Михаил Фонвизин, размышляя в сибирской ссылке о последствиях петровских реформ, писал с горечью:
Гениальный царь не столько обращал внимание на внутреннее благосостояние народа, сколько на развитие исполинского могущества своей империи. В этом он точно преуспел, приуготовив ей то огромное значение, которое ныне приобрела Россия в политической системе Европы. Но русский народ сделался ли от того счастливее? Улучшилось ли сколько-нибудь его нравственное или даже материальное состояние? Большинство его осталось в таком же положении, в каком было за 200 лет. Если Петр старался вводить в Россию европейскую цивилизацию, то его прельщала более ее внешняя сторона. Дух же этой цивилизации — дух законной свободы и гражданственности — был ему, деспоту, чужд и даже противен. Мечтая перевоспитать своих подданных, он не думал вдохнуть в них высокое чувство человеческого достоинства, без которого нет ни истинной нравственности, ни добродетели. Ему нужны были способные орудия для материальных улучшений по образцам, виденным им за границей…[35]

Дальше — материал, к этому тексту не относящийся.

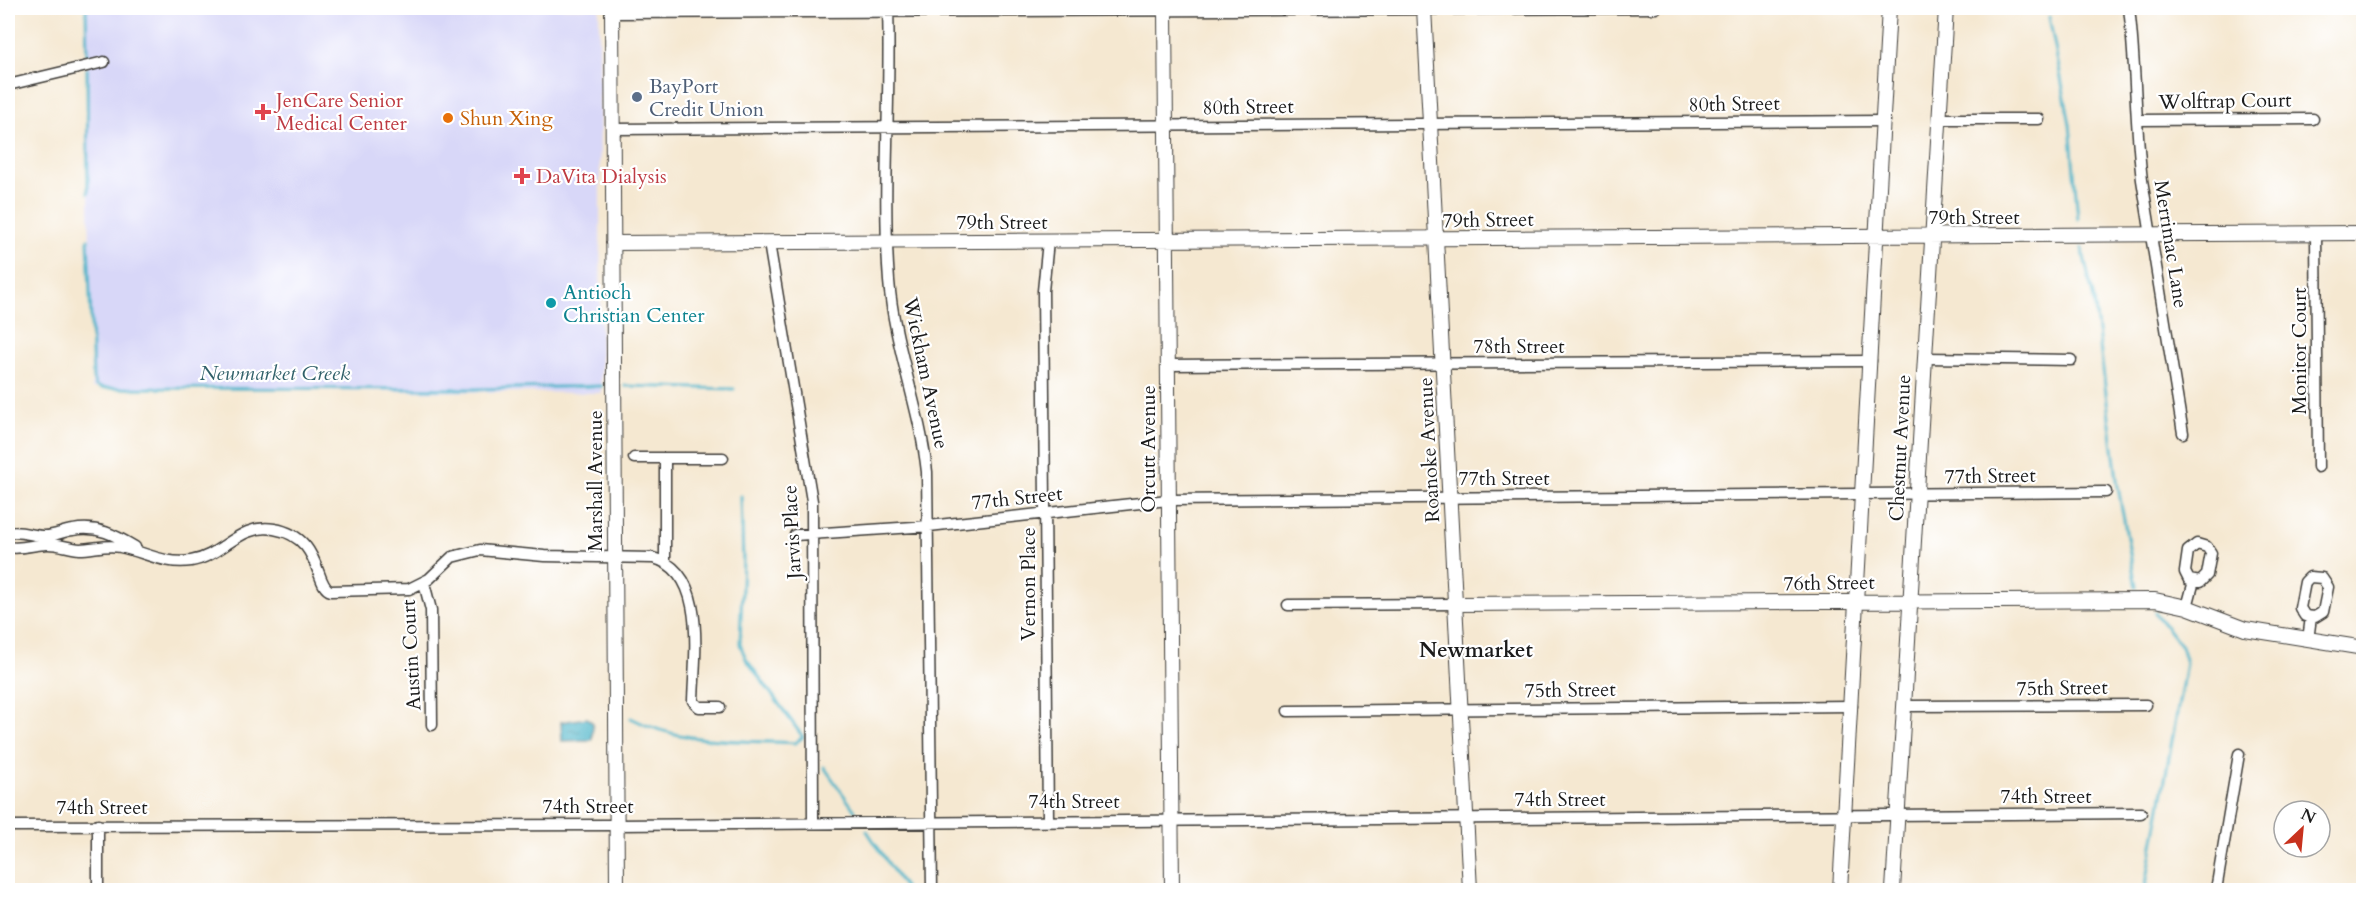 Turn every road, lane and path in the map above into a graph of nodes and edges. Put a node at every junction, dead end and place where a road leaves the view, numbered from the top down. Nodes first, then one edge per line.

Симптоматично, что Ключевский, не знавший сочинения Фонвизина, едва ли не дословно декларирует ту же самую точку зрения на смысл петровской европеизации:
…забирая европейскую технику, он оставался довольно равнодушен к жизни и людям Западной Европы. Эта Европа была для него образцовая фабрика и мастерская, а понятия, чувства, общественные и политические отношения людей, на которых работала эта фабрика, он считал делом сторонним для России. Много раз осмотрев достопримечательные производства в Англии, он только раз заглянул в парламент… Он, по-видимому, думал, что Россию связывает с этой Европой временная потребность в военно-морской и промышленной технике, которая там процветала в его время, и что по удовлетворении этой потребности эта связь разрывалась. По крайней мере, предание сохранило слова, сказанные Петром по какому-то случаю и выражавшие такой взгляд на наши отношения к Западной Европе: "Европа нужна нам еще на несколько десятков лет, а там мы можем повернуться к ней спиной"[36].
По сути, некоторые из тех, кто находился в оппозиции Петру, были в гораздо большей степени европейцами, чем он сам.

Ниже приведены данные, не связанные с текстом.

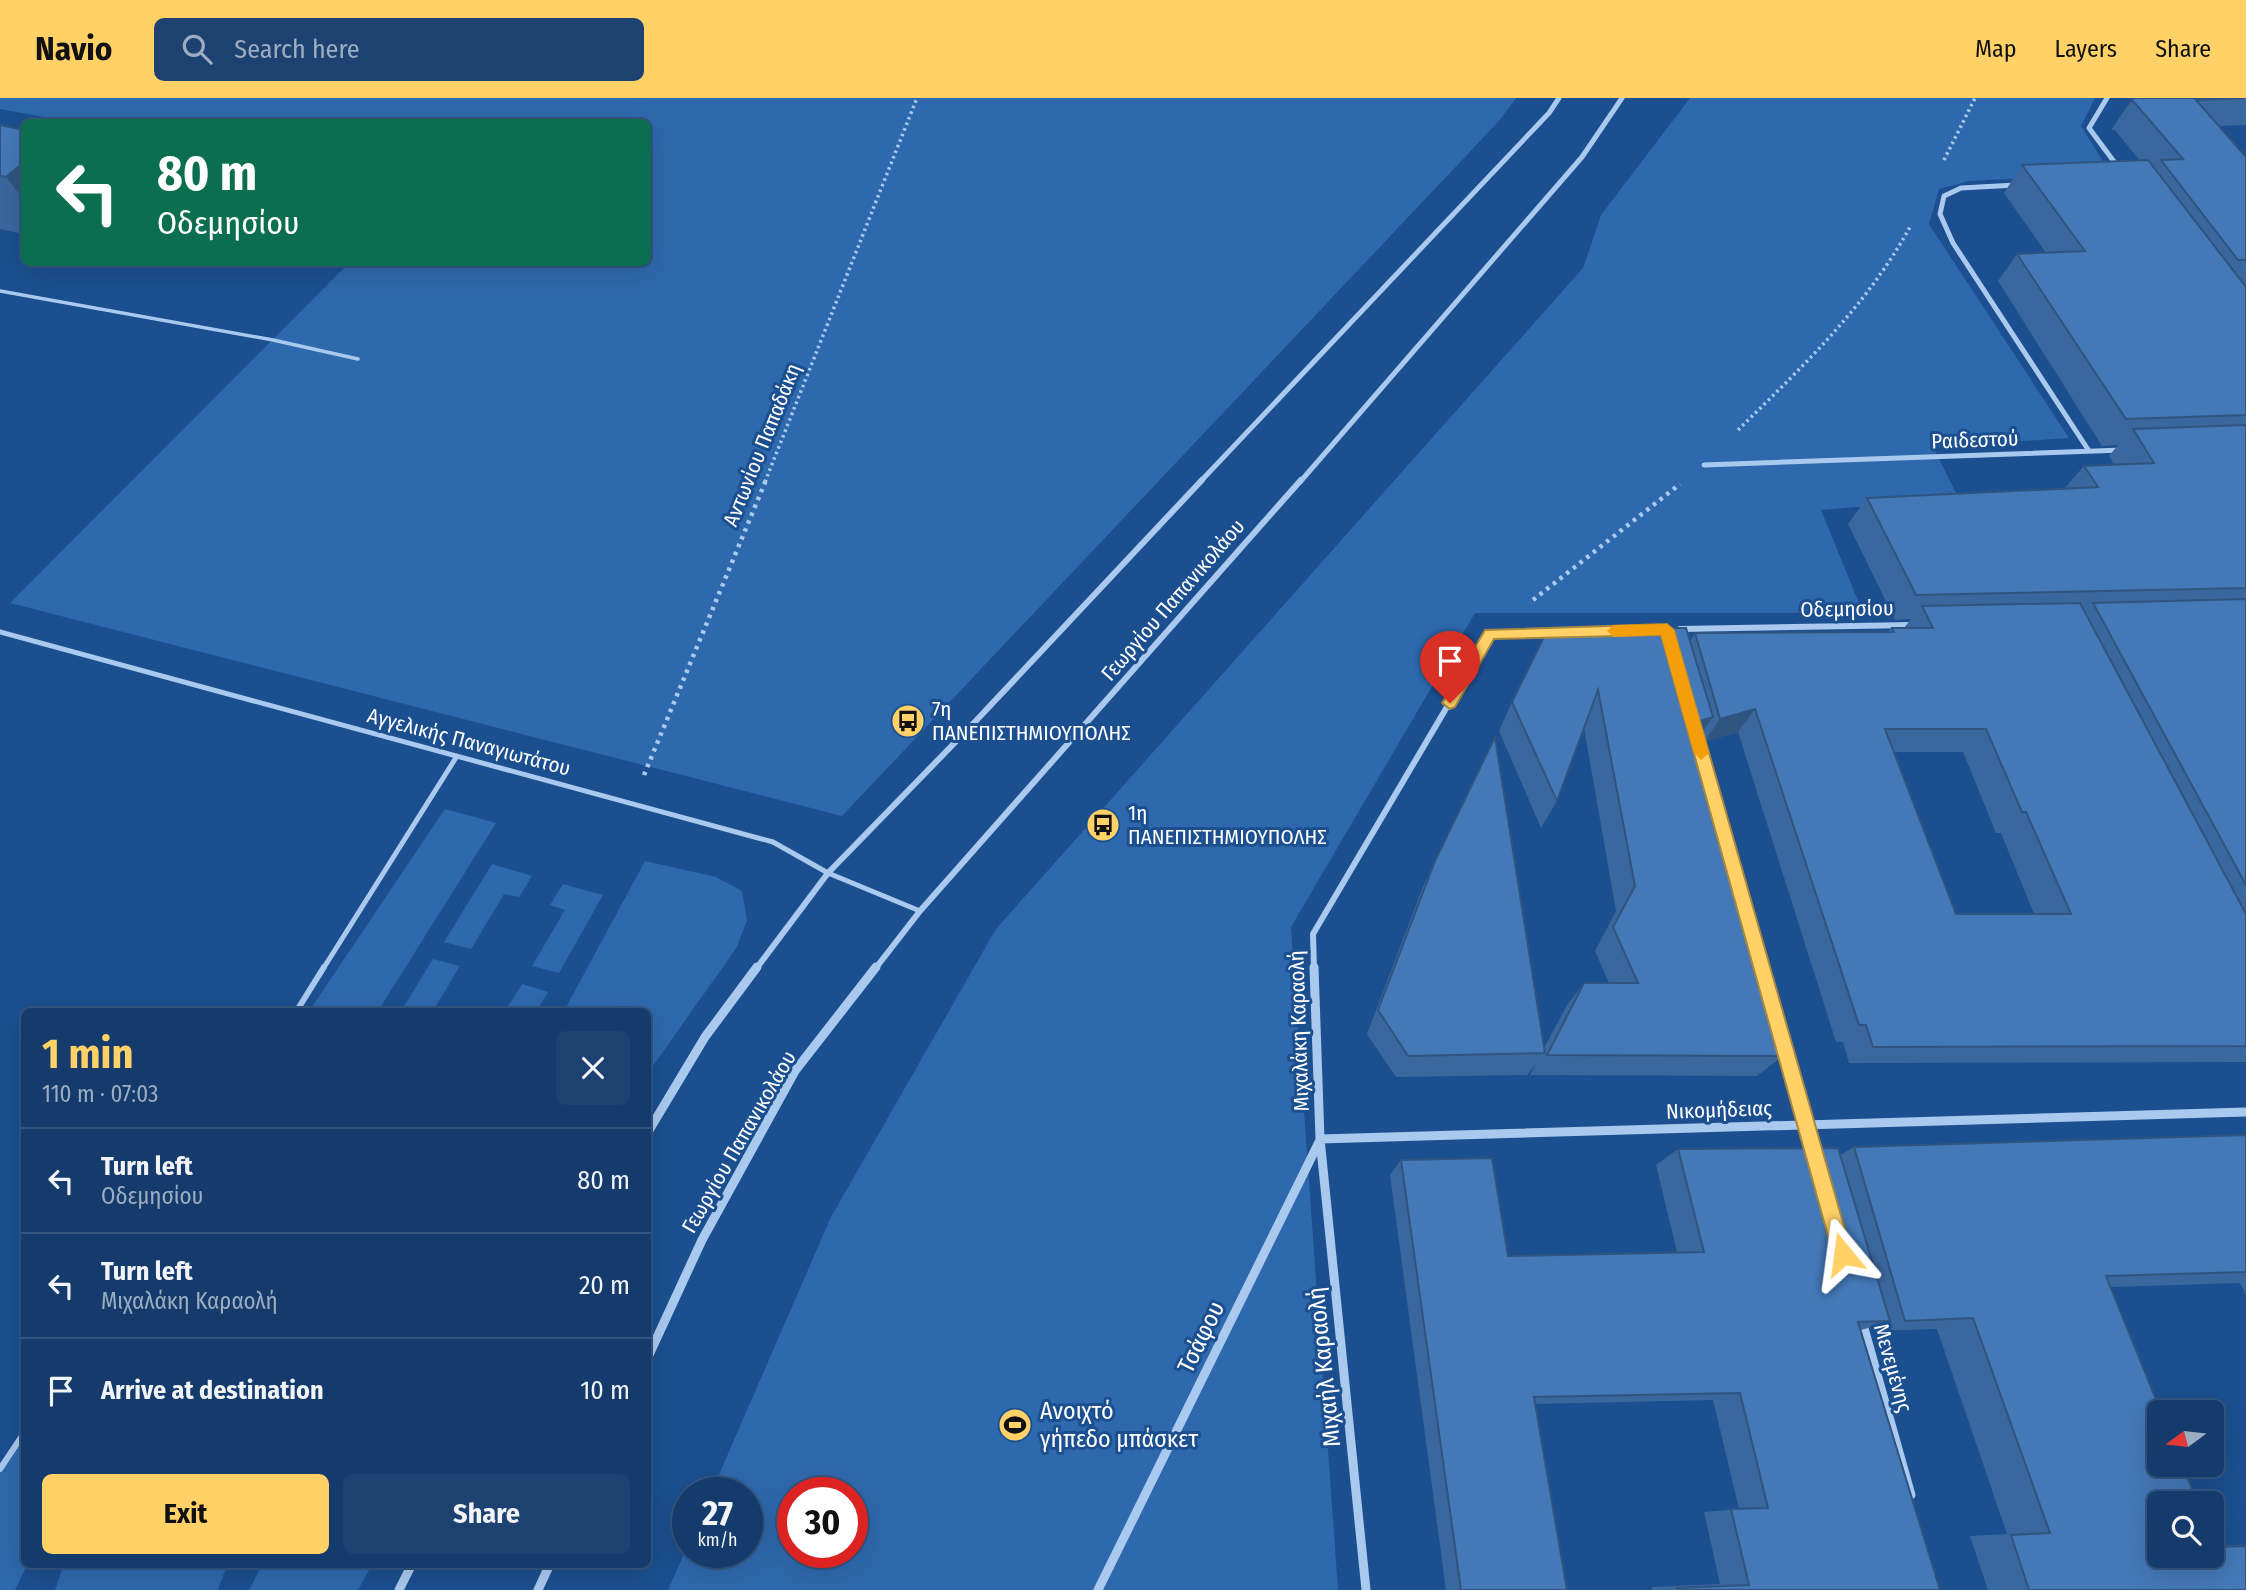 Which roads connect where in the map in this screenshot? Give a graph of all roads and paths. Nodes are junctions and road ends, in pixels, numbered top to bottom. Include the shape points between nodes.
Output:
1 (917, 98) edge
2 (1559, 98) edge
3 (1622, 98) edge
4 (1975, 98) edge
5 (2107, 98) edge
6 (1940, 167) dead end
7 (2120, 169) edge
8 (2030, 184) edge
9 (1911, 225) dead end
10 (0, 290) edge
11 (358, 359) dead end
12 (2128, 450) dead end
13 (2089, 452) junction
14 (1704, 465) junction
15 (1923, 625) edge
16 (1667, 630) edge
17 (0, 632) edge
18 (1572, 632) edge
19 (1490, 634) junction
20 (1693, 723) edge
21 (457, 755) junction
22 (632, 803) junction
23 (828, 873) junction
24 (919, 911) junction
25 (299, 1008) edge
26 (2246, 1112) edge
27 (1806, 1125) junction
28 (651, 1127) edge
29 (1320, 1139) junction
30 (1818, 1165) edge
31 (1859, 1311) edge
32 (651, 1350) edge
33 (21, 1438) edge
34 (0, 1469) edge
35 (1915, 1510) edge
36 (410, 1568) edge
37 (548, 1568) edge
38 (399, 1590) edge
39 (538, 1590) edge
40 (1098, 1590) edge
41 (1366, 1590) edge

1 - 22 path, Αντωνίου Παπαδάκη
2 - 23 street
3 - 24 street, Γεωργίου Παπανικολάου via 1582,158 1457,304
4 - 6 path
5 - 7 street via 2089,128
8 - 13 street via 1961,188 1944,195 1940,214 1953,243
9 - 14 path via 1894,260 1837,330
10 - 11 lane
12 - 13 street, Ραιδεστού
13 - 14 street, Ραιδεστού
14 - 19 path
15 - 16 street, Οδεμησίου
17 - 21 lane, Αγγελικής Παναγιωτάτου
18 - 19 street
19 - 29 street, Μιχαλάκη Καραολή via 1313,934
20 - 27 street
21 - 22 lane, Αγγελικής Παναγιωτάτου
21 - 25 lane
22 - 23 lane, Αγγελικής Παναγιωτάτου via 773,842
23 - 24 lane, Αγγελικής Παναγιωτάτου
23 - 28 street via 705,1037
24 - 32 street, Γεωργίου Παπανικολάου via 795,1071 702,1240
26 - 27 street, Νικομήδειας
27 - 29 street, Νικομήδειας
27 - 30 street
29 - 40 street, Τσάφου
29 - 41 street, Μιχαήλ Καραολή
31 - 35 street, Μενεμένης
33 - 34 lane
36 - 38 street
37 - 39 street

Оппозиция Петру в конце 1710-х годов была разнородна и обширна. Она существовала на всех социальных и сословных уровнях, и возникновение ее объяснялось главным образом не косностью и темнотой, но тяжестью испытаний, которым подвергалось население страны, и разрастанием военно-бюрократического монстра, подмявшего страну. Разные группировки оппозиционеров имели, соответственно, свои программы — вплоть до радикально антиреформистских. Но те, на кого реально мог рассчитывать Алексей, и те, кто, сознавая его реальные качества, тем не менее рассчитывали на него, были сторонниками последовательных, но постепенных реформ, направленных на благо страны, а не только государства.
Спор шел, в сущности, о месте человека в обновленном реформами российском мире. И каков бы ни был сам по себе царевич Алексей Петрович, но, по логике событий, он притянул к себе эти конструктивные силы. "Царевич Алексей был тем идейным центром, в котором соединилась народная оппозиция с аристократической", — писал Милюков[37].
История — это люди. И проблема петровского окружения последнего периода неизменно привлекала внимание исследователей. Мы уже приводили слова Ключевского о предсмертном одиночестве императора. Это, разумеется, было не физическое одиночество. Речь шла о качестве соратников.
Ключевский не раз к этой проблеме возвращался:
…служить Петру еще не значило служить России. Идея отечества была для его слуг слишком высока, не по их гражданскому росту. Ближайшие к Петру люди были не деятели реформы, а его личные дворовые слуги.